* Work to be completed *
Show every line from the data below that includes "Émile".

== Entries supplied

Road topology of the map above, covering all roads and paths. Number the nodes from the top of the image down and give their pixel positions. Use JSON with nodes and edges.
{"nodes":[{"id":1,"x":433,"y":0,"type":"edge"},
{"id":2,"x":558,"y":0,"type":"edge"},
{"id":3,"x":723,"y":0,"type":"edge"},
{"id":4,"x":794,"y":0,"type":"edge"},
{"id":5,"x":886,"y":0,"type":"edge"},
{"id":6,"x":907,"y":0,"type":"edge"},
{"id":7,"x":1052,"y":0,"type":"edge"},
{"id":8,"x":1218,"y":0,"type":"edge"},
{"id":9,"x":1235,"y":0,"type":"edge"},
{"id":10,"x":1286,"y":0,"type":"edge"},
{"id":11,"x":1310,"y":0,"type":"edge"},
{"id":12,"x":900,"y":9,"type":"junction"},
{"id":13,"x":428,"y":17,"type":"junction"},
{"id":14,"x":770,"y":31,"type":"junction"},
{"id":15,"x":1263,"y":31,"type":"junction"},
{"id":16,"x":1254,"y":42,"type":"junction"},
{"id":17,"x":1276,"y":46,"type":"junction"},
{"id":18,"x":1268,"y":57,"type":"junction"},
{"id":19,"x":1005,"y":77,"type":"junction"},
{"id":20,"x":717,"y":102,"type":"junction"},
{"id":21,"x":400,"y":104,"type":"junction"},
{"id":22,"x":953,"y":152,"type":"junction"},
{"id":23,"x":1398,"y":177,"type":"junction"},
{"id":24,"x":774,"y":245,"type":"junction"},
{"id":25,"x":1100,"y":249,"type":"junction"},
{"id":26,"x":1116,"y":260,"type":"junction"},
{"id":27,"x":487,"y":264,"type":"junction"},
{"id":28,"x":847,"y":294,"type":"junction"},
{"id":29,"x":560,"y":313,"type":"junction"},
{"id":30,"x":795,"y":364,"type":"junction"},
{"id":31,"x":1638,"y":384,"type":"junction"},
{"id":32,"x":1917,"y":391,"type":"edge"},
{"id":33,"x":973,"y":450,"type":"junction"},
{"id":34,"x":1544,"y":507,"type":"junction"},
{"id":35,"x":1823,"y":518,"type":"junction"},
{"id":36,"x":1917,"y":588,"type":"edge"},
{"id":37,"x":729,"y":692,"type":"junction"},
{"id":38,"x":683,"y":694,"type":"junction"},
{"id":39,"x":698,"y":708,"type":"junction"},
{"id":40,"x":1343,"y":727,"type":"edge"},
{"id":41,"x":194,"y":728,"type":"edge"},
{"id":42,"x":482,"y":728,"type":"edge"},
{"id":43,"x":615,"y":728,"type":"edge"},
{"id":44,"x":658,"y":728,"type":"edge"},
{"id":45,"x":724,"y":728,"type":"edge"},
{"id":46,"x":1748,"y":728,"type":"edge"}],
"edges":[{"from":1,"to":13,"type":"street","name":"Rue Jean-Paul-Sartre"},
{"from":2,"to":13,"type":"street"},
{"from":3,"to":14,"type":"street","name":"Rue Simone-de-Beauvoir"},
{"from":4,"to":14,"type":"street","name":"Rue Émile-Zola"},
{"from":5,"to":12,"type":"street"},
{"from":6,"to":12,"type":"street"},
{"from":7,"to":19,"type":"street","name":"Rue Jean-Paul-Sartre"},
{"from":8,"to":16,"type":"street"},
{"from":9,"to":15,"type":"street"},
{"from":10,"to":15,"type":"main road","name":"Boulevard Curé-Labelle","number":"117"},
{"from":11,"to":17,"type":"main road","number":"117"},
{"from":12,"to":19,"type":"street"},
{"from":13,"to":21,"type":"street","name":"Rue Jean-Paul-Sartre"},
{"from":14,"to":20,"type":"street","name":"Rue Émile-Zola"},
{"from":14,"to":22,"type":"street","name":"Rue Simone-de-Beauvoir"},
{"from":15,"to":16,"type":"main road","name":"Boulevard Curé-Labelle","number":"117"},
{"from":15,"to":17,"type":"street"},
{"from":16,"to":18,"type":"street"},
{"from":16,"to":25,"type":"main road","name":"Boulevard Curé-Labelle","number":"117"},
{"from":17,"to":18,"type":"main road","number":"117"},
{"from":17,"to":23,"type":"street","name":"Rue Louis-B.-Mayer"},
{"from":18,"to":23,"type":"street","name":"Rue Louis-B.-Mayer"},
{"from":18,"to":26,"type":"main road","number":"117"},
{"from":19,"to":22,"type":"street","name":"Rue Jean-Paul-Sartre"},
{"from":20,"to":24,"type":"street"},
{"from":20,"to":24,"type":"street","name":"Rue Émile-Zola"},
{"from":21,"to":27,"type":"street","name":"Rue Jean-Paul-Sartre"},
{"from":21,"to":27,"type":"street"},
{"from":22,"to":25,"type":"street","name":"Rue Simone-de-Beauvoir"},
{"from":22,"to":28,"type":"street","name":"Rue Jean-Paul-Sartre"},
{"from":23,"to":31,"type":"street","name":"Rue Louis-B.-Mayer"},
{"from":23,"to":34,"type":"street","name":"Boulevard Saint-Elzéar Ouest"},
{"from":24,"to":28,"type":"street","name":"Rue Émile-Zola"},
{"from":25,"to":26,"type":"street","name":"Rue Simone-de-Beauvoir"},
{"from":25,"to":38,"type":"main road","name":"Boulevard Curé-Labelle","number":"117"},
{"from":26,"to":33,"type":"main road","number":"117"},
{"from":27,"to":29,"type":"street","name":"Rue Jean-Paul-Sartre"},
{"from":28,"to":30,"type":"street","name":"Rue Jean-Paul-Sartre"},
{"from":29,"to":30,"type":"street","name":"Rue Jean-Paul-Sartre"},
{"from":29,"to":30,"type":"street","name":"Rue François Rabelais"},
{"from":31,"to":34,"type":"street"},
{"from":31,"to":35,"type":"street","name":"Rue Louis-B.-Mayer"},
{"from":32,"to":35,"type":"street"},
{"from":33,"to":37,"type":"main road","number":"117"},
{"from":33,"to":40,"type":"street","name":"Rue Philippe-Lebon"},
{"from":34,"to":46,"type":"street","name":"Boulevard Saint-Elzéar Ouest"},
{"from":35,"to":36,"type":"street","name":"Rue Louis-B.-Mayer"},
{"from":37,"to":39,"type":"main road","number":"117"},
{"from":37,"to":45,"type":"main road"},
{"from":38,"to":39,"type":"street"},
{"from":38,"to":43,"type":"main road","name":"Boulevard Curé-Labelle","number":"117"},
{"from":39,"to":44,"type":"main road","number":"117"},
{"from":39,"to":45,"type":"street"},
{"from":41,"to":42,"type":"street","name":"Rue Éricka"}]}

====

* Result of the exercise *
{"from":4,"to":14,"type":"street","name":"Rue Émile-Zola"},
{"from":14,"to":20,"type":"street","name":"Rue Émile-Zola"},
{"from":20,"to":24,"type":"street","name":"Rue Émile-Zola"},
{"from":24,"to":28,"type":"street","name":"Rue Émile-Zola"},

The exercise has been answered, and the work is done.